Дневники и письма - страница 6
По моей задумке, фриз должен был быть представлен в таком зале, который давал бы ему подходящее архитектурное обрамление, так, чтобы каждая его часть занимала подобающее ей место, не нарушая при этом целостности впечатления; но, к сожалению, до сих пор так и не нашлось никого, кто вызвался бы осуществить этот план.
«Фриз жизни» следует также рассматривать в связи с оформлением актового зала Университета – фриз во многом предвосхитил эти работы, и без него они, возможно, вовсе не были бы созданы. Благодаря ему у меня развилось оформительское чутье. Эти работы также объединяет идейное содержание. «Фриз жизни» крупным планом изображает печали и радости отдельного человека, а полотна в ауле Университета – великие предвечные силы.
«Фриз жизни» и работы для университетской аулы пересекаются в картине «Мужчина и Женщина» (см. Иллюстрации – «Обмен веществ»), где на заднем плане изображены лес и золотой город.
Его нельзя назвать законченным, так как он все время находился в работе, с долгими перерывами. Поскольку я работал над ним в течение долго времени, он, разумеется, неоднороден по технике. – Многие из этих картин я воспринимал как эскизы и намеревался придать всей серии большее единообразие, лишь когда нашлось бы подходящее помещение.

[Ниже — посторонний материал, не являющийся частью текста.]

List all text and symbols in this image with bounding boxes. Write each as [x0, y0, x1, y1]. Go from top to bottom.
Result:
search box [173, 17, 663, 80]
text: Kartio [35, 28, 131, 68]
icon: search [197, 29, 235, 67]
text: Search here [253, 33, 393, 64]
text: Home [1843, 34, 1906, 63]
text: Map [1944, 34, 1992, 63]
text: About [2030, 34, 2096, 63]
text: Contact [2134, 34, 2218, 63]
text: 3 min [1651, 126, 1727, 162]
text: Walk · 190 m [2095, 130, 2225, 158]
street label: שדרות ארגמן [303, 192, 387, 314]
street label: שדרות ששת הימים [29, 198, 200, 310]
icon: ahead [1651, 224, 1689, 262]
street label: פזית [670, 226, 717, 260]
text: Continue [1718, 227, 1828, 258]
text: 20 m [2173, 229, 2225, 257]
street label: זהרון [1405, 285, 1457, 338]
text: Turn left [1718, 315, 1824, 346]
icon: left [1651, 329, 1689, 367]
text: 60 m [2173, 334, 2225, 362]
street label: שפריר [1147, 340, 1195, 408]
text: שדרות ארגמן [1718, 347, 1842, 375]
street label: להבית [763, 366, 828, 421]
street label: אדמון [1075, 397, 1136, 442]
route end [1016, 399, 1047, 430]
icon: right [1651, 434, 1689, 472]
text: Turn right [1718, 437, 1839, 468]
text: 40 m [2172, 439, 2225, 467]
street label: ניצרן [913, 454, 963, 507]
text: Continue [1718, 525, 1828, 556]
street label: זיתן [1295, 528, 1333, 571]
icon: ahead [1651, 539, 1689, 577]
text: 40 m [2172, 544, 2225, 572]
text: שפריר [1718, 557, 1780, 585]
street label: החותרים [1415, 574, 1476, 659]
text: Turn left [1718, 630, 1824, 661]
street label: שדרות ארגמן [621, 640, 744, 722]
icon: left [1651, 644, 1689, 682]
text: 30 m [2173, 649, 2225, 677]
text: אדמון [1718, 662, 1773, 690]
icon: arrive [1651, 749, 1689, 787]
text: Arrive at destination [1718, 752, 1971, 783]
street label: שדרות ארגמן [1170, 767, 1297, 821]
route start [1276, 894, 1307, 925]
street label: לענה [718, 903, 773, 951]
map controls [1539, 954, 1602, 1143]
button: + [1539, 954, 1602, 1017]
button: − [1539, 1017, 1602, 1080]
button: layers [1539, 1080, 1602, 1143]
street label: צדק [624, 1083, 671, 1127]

Теперь я вновь выставляю свой фриз, во-первых, потому, что считаю его слишком хорошим произведением, чтобы о нем можно было забыть, а во-вторых, потому, что в течение всех этих лет он имел для меня, в чисто художественном отношении, такое большое значение, что я сам хочу видеть его целиком.
Из недатированной записной книжки
Своим искусством я пытался объяснить жизнь и ее смысл самому себе – и хотел помочь разобраться в жизни другим. – Мне всегда лучше работалось над картинами о себе. —
Я выставлял их вместе и чувствовал, что отдельные картины связаны друг с другом содержанием. – Когда их выставляешь вместе, они сразу начинают звучать и воспринимаются по-другому, нежели по отдельности. Они образуют симфонию.
Так я решил писать фризы.
Из разрозненных заметок
1918
Фриз, как мне кажется, вполне может иметь воздействие, аналогичное воздействию симфонии. Он может взмывать к свету и нырять в темные глубины. Его сила может местами расти, местами падать. И все равно сквозь все картины могут раздаваться и отражаться друг в друге одни и те же звуки, и там и тут могут прорываться пронзительные ноты, барабанные дроби.
И все равно может возникнуть ритм.
Этот фриз воздействует как симфония, в нем есть ритм. И можно при желании ясно это увидеть даже у Бломквиста[19], хотя развеска, выполненная в спешке, оставляет желать лучшего.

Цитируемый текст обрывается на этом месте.